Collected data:
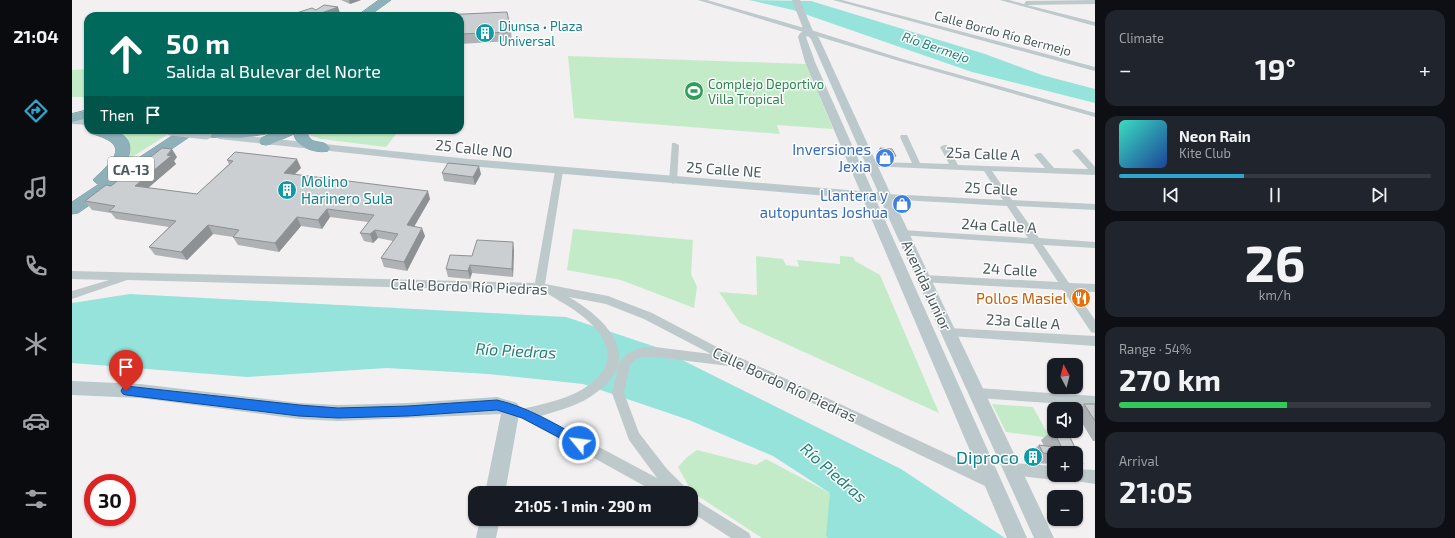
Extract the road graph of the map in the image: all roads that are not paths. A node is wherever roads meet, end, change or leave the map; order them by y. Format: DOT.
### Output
graph roads {
  1 [pos="377,0"];
  2 [pos="386,0"];
  3 [pos="701,0"];
  4 [pos="796,0"];
  5 [pos="836,0"];
  6 [pos="1002,0"];
  7 [pos="1024,1"];
  8 [pos="1095,2"];
  9 [pos="1032,8"];
  10 [pos="359,12"];
  11 [pos="368,12"];
  12 [pos="1095,24"];
  13 [pos="809,30"];
  14 [pos="1095,69"];
  15 [pos="1095,114"];
  16 [pos="72,118"];
  17 [pos="84,122"];
  18 [pos="72,124"];
  19 [pos="84,124"];
  20 [pos="109,134"];
  21 [pos="174,134"];
  22 [pos="184,134"];
  23 [pos="208,134"];
  24 [pos="300,134"];
  25 [pos="267,136"];
  26 [pos="904,138"];
  27 [pos="675,145"];
  28 [pos="944,147"];
  29 [pos="323,148"];
  30 [pos="1076,151"];
  31 [pos="1038,155"];
  32 [pos="871,164"];
  33 [pos="917,165"];
  34 [pos="955,167"];
  35 [pos="986,168"];
  36 [pos="1051,170"];
  37 [pos="559,171"];
  38 [pos="1095,172"];
  39 [pos="673,181"];
  40 [pos="93,186"];
  41 [pos="868,196"];
  42 [pos="886,197"];
  43 [pos="72,200"];
  44 [pos="1010,203"];
  45 [pos="1095,207"];
  46 [pos="72,209"];
  47 [pos="902,233"];
  48 [pos="1036,241"];
  49 [pos="1095,245"];
  50 [pos="72,275"];
  51 [pos="131,277"];
  52 [pos="924,279"];
  53 [pos="1066,287"];
  54 [pos="543,288"];
  55 [pos="1095,288"];
  56 [pos="72,295"];
  57 [pos="1095,329"];
  58 [pos="949,332"];
  59 [pos="1095,341"];
  60 [pos="738,362"];
  61 [pos="72,388"];
  62 [pos="977,393"];
  63 [pos="1095,401"];
  64 [pos="519,411"];
  65 [pos="1012,469"];
  66 [pos="1047,472"];
  67 [pos="1083,476"];
  68 [pos="1095,477"];
  69 [pos="992,482"];
  70 [pos="497,486"];
  71 [pos="658,486"];
  72 [pos="674,486"];
  73 [pos="698,508"];
  74 [pos="489,526"];
  75 [pos="1046,535"];
  76 [pos="486,538"];
  77 [pos="744,538"];
  78 [pos="1016,538"];
  1 -- 10 [label="highway"];
  2 -- 11 [label="highway"];
  3 -- 13 [label="street"];
  4 -- 13 [label="main road, Avenida Junior"];
  5 -- 14 [label="street, Calle Bordo Río Bermejo"];
  6 -- 9 [label="street"];
  7 -- 8 [label="street"];
  7 -- 9 [label="street"];
  9 -- 12 [label="street"];
  13 -- 15 [label="street"];
  13 -- 32 [label="main road, Avenida Junior"];
  13 -- 41 [label="main road, Avenida Junior"];
  16 -- 17 [label="highway"];
  18 -- 19 [label="highway"];
  20 -- 40 [label="highway"];
  21 -- 40 [label="highway, CA-13"];
  22 -- 46 [label="highway, CA-13"];
  23 -- 25 [label="highway"];
  24 -- 29 [label="highway"];
  25 -- 29 [label="main road, 25 Calle NO"];
  26 -- 33 [label="street"];
  27 -- 39 [label="street"];
  28 -- 34 [label="street"];
  29 -- 37 [label="main road, 25 Calle NO"];
  30 -- 38 [label="street"];
  31 -- 36 [label="street"];
  32 -- 33 [label="street, 25a Calle A"];
  32 -- 42 [label="main road, Avenida Junior"];
  33 -- 34 [label="street, 25a Calle A"];
  34 -- 35 [label="street, 25a Calle A"];
  35 -- 36 [label="street, 25a Calle A"];
  35 -- 44 [label="street"];
  36 -- 38 [label="street, 25a Calle A"];
  37 -- 39 [label="main road, 25 Calle NE"];
  37 -- 54 [label="street"];
  39 -- 41 [label="main road, 25 Calle NE"];
  40 -- 43 [label="highway, CA-13"];
  41 -- 42 [label="main road, 25 Calle NE"];
  41 -- 69 [label="main road, Avenida Junior"];
  42 -- 44 [label="street, 25 Calle"];
  42 -- 47 [label="main road, Avenida Junior"];
  44 -- 45 [label="street, 25 Calle"];
  44 -- 48 [label="street"];
  47 -- 48 [label="street, 24a Calle A"];
  47 -- 52 [label="main road, Avenida Junior"];
  48 -- 49 [label="street, 24a Calle A"];
  48 -- 53 [label="street"];
  50 -- 51 [label="street, Calle Bordo Río Piedras"];
  51 -- 54 [label="street, Calle Bordo Río Piedras"];
  51 -- 56 [label="street"];
  52 -- 53 [label="street, 24 Calle"];
  52 -- 58 [label="main road, Avenida Junior"];
  53 -- 55 [label="street, 24 Calle"];
  53 -- 57 [label="street"];
  54 -- 60 [label="street, Calle Bordo Río Piedras"];
  54 -- 64 [label="street"];
  58 -- 59 [label="street, 23a Calle A"];
  58 -- 62 [label="main road, Avenida Junior"];
  60 -- 69 [label="street, Calle Bordo Río Piedras"];
  60 -- 72 [label="street"];
  61 -- 64 [label="main road"];
  62 -- 63 [label="street"];
  62 -- 65 [label="main road, Avenida Junior"];
  64 -- 70 [label="main road"];
  64 -- 71 [label="street"];
  65 -- 66 [label="street"];
  65 -- 75 [label="main road, Avenida Junior"];
  67 -- 68 [label="street"];
  69 -- 78 [label="main road, Avenida Junior"];
  73 -- 77 [label="street"];
  74 -- 76 [label="main road"];
}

(What you will do)
Give the preceding data back exactly, minus every picture.

(Written solution)
Extract the road graph of the map in the image: all roads that are not paths. A node is wherever roads meet, end, change or leave the map; order them by y. Format: DOT.
### Output
graph roads {
  1 [pos="377,0"];
  2 [pos="386,0"];
  3 [pos="701,0"];
  4 [pos="796,0"];
  5 [pos="836,0"];
  6 [pos="1002,0"];
  7 [pos="1024,1"];
  8 [pos="1095,2"];
  9 [pos="1032,8"];
  10 [pos="359,12"];
  11 [pos="368,12"];
  12 [pos="1095,24"];
  13 [pos="809,30"];
  14 [pos="1095,69"];
  15 [pos="1095,114"];
  16 [pos="72,118"];
  17 [pos="84,122"];
  18 [pos="72,124"];
  19 [pos="84,124"];
  20 [pos="109,134"];
  21 [pos="174,134"];
  22 [pos="184,134"];
  23 [pos="208,134"];
  24 [pos="300,134"];
  25 [pos="267,136"];
  26 [pos="904,138"];
  27 [pos="675,145"];
  28 [pos="944,147"];
  29 [pos="323,148"];
  30 [pos="1076,151"];
  31 [pos="1038,155"];
  32 [pos="871,164"];
  33 [pos="917,165"];
  34 [pos="955,167"];
  35 [pos="986,168"];
  36 [pos="1051,170"];
  37 [pos="559,171"];
  38 [pos="1095,172"];
  39 [pos="673,181"];
  40 [pos="93,186"];
  41 [pos="868,196"];
  42 [pos="886,197"];
  43 [pos="72,200"];
  44 [pos="1010,203"];
  45 [pos="1095,207"];
  46 [pos="72,209"];
  47 [pos="902,233"];
  48 [pos="1036,241"];
  49 [pos="1095,245"];
  50 [pos="72,275"];
  51 [pos="131,277"];
  52 [pos="924,279"];
  53 [pos="1066,287"];
  54 [pos="543,288"];
  55 [pos="1095,288"];
  56 [pos="72,295"];
  57 [pos="1095,329"];
  58 [pos="949,332"];
  59 [pos="1095,341"];
  60 [pos="738,362"];
  61 [pos="72,388"];
  62 [pos="977,393"];
  63 [pos="1095,401"];
  64 [pos="519,411"];
  65 [pos="1012,469"];
  66 [pos="1047,472"];
  67 [pos="1083,476"];
  68 [pos="1095,477"];
  69 [pos="992,482"];
  70 [pos="497,486"];
  71 [pos="658,486"];
  72 [pos="674,486"];
  73 [pos="698,508"];
  74 [pos="489,526"];
  75 [pos="1046,535"];
  76 [pos="486,538"];
  77 [pos="744,538"];
  78 [pos="1016,538"];
  1 -- 10 [label="highway"];
  2 -- 11 [label="highway"];
  3 -- 13 [label="street"];
  4 -- 13 [label="main road, Avenida Junior"];
  5 -- 14 [label="street, Calle Bordo Río Bermejo"];
  6 -- 9 [label="street"];
  7 -- 8 [label="street"];
  7 -- 9 [label="street"];
  9 -- 12 [label="street"];
  13 -- 15 [label="street"];
  13 -- 32 [label="main road, Avenida Junior"];
  13 -- 41 [label="main road, Avenida Junior"];
  16 -- 17 [label="highway"];
  18 -- 19 [label="highway"];
  20 -- 40 [label="highway"];
  21 -- 40 [label="highway, CA-13"];
  22 -- 46 [label="highway, CA-13"];
  23 -- 25 [label="highway"];
  24 -- 29 [label="highway"];
  25 -- 29 [label="main road, 25 Calle NO"];
  26 -- 33 [label="street"];
  27 -- 39 [label="street"];
  28 -- 34 [label="street"];
  29 -- 37 [label="main road, 25 Calle NO"];
  30 -- 38 [label="street"];
  31 -- 36 [label="street"];
  32 -- 33 [label="street, 25a Calle A"];
  32 -- 42 [label="main road, Avenida Junior"];
  33 -- 34 [label="street, 25a Calle A"];
  34 -- 35 [label="street, 25a Calle A"];
  35 -- 36 [label="street, 25a Calle A"];
  35 -- 44 [label="street"];
  36 -- 38 [label="street, 25a Calle A"];
  37 -- 39 [label="main road, 25 Calle NE"];
  37 -- 54 [label="street"];
  39 -- 41 [label="main road, 25 Calle NE"];
  40 -- 43 [label="highway, CA-13"];
  41 -- 42 [label="main road, 25 Calle NE"];
  41 -- 69 [label="main road, Avenida Junior"];
  42 -- 44 [label="street, 25 Calle"];
  42 -- 47 [label="main road, Avenida Junior"];
  44 -- 45 [label="street, 25 Calle"];
  44 -- 48 [label="street"];
  47 -- 48 [label="street, 24a Calle A"];
  47 -- 52 [label="main road, Avenida Junior"];
  48 -- 49 [label="street, 24a Calle A"];
  48 -- 53 [label="street"];
  50 -- 51 [label="street, Calle Bordo Río Piedras"];
  51 -- 54 [label="street, Calle Bordo Río Piedras"];
  51 -- 56 [label="street"];
  52 -- 53 [label="street, 24 Calle"];
  52 -- 58 [label="main road, Avenida Junior"];
  53 -- 55 [label="street, 24 Calle"];
  53 -- 57 [label="street"];
  54 -- 60 [label="street, Calle Bordo Río Piedras"];
  54 -- 64 [label="street"];
  58 -- 59 [label="street, 23a Calle A"];
  58 -- 62 [label="main road, Avenida Junior"];
  60 -- 69 [label="street, Calle Bordo Río Piedras"];
  60 -- 72 [label="street"];
  61 -- 64 [label="main road"];
  62 -- 63 [label="street"];
  62 -- 65 [label="main road, Avenida Junior"];
  64 -- 70 [label="main road"];
  64 -- 71 [label="street"];
  65 -- 66 [label="street"];
  65 -- 75 [label="main road, Avenida Junior"];
  67 -- 68 [label="street"];
  69 -- 78 [label="main road, Avenida Junior"];
  73 -- 77 [label="street"];
  74 -- 76 [label="main road"];
}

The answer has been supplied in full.